- **Try it**: In the data below, which lines contain "High"? List them by copying each one.

- **Data supplied**:
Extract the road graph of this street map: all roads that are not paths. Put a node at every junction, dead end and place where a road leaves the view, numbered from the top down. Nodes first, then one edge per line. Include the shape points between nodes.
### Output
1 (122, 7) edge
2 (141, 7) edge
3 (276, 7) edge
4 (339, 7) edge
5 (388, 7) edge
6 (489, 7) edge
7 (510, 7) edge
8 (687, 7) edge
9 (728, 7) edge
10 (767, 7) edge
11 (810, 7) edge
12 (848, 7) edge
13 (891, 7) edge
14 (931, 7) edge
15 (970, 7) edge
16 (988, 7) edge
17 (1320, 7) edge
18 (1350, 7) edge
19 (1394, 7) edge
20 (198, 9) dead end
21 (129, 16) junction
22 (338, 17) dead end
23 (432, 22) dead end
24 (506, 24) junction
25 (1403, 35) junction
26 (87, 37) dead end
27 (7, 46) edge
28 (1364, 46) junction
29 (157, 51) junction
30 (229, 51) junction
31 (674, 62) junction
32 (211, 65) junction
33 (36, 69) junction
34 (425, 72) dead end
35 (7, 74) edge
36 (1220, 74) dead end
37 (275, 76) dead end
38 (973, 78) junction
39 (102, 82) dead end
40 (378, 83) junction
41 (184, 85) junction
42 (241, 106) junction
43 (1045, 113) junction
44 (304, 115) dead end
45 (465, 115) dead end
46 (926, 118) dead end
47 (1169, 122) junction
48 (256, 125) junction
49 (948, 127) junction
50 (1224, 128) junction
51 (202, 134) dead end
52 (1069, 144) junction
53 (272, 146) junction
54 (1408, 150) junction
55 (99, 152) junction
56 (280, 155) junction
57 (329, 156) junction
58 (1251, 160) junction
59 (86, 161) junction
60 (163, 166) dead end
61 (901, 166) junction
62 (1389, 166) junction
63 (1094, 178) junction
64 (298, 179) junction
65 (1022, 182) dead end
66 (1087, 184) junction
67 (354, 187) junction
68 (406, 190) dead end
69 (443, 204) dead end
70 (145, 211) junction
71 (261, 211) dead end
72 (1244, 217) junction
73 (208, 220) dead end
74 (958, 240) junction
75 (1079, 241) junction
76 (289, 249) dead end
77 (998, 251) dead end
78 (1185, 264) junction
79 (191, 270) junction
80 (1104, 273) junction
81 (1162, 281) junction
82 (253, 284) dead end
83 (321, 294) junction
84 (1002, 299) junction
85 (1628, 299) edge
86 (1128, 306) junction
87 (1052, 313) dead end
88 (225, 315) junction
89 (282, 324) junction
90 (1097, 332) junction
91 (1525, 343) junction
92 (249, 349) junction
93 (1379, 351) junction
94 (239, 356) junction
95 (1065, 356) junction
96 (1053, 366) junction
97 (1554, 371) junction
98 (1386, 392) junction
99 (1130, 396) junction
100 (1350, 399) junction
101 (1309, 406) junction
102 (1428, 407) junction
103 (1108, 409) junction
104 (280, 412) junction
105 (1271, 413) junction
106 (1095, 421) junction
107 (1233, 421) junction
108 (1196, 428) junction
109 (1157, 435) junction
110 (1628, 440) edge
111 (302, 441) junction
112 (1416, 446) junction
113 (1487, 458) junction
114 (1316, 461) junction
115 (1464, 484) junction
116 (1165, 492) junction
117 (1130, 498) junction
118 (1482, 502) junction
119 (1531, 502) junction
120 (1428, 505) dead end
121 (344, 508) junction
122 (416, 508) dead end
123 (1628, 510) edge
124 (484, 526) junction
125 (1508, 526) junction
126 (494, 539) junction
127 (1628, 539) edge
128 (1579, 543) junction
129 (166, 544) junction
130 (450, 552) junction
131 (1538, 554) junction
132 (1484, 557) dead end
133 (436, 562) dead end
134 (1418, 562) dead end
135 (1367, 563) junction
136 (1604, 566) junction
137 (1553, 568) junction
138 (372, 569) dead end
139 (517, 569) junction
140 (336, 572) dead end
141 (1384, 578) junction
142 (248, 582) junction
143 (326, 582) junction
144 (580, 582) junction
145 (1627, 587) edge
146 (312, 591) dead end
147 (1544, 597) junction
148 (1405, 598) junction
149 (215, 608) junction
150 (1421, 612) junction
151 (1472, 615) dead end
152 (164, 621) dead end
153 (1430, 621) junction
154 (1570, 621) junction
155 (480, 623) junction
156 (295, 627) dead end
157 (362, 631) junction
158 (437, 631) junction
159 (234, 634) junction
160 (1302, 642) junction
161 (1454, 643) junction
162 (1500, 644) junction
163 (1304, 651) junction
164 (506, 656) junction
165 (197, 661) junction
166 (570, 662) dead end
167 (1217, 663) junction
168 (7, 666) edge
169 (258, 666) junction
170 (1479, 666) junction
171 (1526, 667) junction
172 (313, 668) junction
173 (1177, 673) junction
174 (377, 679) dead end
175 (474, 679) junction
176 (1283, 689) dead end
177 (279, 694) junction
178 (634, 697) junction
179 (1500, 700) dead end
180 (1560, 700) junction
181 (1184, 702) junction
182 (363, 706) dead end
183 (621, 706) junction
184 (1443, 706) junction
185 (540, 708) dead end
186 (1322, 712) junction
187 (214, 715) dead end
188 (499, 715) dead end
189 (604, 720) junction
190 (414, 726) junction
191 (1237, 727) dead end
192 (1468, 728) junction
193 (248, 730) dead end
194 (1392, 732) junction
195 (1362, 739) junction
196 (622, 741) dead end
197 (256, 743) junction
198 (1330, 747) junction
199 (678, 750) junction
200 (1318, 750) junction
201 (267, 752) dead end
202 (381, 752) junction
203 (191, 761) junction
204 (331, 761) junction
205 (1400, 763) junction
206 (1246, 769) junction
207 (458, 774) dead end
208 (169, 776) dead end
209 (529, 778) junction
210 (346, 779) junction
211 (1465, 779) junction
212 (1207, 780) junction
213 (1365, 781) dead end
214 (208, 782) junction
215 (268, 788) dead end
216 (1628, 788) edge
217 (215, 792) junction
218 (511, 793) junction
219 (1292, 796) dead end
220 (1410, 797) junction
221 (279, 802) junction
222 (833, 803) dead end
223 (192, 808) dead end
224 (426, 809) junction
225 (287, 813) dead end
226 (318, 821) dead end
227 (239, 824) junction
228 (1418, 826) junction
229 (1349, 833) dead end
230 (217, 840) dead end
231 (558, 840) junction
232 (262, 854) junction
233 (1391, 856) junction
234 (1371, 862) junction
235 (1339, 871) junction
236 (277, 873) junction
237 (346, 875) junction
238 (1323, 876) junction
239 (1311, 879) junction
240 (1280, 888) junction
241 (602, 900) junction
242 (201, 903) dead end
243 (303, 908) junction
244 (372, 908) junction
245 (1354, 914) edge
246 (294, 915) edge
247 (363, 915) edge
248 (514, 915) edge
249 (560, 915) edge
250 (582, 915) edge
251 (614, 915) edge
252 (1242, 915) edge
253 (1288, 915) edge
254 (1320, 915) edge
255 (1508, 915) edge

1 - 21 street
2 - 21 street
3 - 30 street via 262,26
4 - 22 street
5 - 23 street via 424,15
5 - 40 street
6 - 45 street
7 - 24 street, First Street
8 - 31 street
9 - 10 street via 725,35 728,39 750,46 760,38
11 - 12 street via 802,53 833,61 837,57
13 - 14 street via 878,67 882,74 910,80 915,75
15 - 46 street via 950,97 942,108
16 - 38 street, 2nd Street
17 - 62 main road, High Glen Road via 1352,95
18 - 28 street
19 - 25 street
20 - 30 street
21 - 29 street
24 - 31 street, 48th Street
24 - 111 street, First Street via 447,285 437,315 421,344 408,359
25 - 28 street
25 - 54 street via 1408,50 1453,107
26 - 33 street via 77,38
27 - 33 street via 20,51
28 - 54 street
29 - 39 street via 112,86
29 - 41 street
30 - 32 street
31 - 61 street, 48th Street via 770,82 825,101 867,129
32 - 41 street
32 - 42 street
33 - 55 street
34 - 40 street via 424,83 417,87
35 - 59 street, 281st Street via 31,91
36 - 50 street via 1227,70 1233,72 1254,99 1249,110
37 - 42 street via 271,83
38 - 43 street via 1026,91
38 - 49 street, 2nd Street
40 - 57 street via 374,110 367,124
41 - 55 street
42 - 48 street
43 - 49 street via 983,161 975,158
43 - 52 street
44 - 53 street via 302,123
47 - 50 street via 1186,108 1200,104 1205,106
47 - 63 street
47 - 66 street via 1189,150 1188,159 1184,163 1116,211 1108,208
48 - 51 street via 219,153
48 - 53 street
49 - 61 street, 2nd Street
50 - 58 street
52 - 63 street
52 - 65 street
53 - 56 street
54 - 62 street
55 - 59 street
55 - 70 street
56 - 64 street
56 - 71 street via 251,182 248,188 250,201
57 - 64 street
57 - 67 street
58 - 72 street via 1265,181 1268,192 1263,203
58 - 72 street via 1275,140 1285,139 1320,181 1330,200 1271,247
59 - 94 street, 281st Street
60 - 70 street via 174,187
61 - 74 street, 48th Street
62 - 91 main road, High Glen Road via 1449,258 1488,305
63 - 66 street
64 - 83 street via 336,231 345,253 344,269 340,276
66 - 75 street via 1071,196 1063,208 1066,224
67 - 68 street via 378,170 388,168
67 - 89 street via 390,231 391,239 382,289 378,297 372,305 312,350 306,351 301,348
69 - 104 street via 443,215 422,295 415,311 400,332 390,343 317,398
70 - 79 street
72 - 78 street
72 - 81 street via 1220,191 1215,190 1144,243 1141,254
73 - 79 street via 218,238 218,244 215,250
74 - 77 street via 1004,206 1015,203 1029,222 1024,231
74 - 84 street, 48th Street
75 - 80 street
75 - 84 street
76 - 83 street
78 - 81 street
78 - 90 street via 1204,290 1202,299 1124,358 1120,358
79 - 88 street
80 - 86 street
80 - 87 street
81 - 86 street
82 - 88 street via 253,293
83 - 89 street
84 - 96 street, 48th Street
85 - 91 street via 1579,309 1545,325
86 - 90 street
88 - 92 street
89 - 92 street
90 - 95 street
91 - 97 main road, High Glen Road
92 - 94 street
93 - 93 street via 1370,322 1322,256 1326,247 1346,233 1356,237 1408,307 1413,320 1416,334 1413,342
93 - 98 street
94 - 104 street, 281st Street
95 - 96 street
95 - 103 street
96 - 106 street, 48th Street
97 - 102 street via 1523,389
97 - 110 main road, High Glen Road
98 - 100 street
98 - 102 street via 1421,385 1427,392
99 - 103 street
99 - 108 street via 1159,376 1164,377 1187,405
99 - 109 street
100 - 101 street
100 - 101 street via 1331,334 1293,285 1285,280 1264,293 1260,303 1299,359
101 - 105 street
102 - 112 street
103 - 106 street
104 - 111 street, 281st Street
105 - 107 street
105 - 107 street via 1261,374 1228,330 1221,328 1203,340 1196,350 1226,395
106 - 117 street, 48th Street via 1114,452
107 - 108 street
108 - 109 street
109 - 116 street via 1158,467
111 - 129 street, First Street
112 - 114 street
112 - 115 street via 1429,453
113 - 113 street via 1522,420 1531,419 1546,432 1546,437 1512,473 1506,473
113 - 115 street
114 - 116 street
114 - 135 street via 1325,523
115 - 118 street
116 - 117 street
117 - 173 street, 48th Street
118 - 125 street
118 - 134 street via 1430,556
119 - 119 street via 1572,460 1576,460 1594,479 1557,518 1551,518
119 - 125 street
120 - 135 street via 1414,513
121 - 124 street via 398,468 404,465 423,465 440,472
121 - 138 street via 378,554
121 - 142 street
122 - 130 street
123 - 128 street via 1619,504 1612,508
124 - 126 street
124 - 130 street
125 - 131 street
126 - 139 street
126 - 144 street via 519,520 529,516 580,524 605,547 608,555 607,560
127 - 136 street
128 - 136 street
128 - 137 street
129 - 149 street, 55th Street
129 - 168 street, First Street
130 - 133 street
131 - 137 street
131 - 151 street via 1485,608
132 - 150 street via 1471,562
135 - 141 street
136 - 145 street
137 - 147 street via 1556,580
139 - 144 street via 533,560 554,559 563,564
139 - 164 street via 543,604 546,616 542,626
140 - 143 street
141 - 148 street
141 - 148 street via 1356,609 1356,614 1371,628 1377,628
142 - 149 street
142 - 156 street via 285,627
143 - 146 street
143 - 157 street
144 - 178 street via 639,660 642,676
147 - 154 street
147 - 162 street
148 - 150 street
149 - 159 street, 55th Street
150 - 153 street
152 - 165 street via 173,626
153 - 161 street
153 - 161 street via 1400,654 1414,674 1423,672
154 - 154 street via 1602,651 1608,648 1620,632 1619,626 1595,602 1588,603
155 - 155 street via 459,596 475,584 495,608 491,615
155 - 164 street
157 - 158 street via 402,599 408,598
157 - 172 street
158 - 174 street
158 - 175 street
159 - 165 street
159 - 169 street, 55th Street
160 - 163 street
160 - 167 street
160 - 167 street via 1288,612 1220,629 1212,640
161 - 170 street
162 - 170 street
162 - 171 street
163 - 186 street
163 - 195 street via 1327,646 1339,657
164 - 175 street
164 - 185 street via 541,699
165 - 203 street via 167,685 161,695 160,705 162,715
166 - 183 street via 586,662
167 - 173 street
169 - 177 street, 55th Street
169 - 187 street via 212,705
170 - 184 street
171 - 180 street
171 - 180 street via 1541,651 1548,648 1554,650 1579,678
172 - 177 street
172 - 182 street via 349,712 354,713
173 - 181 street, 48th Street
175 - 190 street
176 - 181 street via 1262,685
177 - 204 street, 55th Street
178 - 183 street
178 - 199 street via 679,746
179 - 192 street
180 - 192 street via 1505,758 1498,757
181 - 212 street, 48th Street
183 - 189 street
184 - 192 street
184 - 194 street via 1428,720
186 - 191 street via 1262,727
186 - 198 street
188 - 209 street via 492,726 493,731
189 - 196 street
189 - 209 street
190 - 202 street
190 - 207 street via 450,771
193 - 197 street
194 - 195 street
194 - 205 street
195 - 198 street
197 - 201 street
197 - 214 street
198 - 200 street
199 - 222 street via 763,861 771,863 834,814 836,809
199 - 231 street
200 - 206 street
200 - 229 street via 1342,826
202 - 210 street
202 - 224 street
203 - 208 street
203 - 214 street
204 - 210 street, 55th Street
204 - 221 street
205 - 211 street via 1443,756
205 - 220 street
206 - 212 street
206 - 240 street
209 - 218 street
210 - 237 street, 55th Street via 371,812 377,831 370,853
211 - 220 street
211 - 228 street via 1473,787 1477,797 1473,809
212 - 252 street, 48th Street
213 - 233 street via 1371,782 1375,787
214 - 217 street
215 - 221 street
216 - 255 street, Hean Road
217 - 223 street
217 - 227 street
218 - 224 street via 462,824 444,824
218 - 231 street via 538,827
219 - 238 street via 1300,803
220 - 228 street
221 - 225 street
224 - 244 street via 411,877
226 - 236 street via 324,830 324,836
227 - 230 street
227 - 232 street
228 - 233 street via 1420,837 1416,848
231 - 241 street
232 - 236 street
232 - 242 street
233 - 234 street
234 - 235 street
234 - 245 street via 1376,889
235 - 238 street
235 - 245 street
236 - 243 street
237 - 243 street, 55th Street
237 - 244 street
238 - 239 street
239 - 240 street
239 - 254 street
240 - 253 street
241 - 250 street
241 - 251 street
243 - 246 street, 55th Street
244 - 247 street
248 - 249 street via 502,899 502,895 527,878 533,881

- **Solution for this exercise**:
17 - 62 main road, High Glen Road via 1352,95
62 - 91 main road, High Glen Road via 1449,258 1488,305
91 - 97 main road, High Glen Road
97 - 110 main road, High Glen Road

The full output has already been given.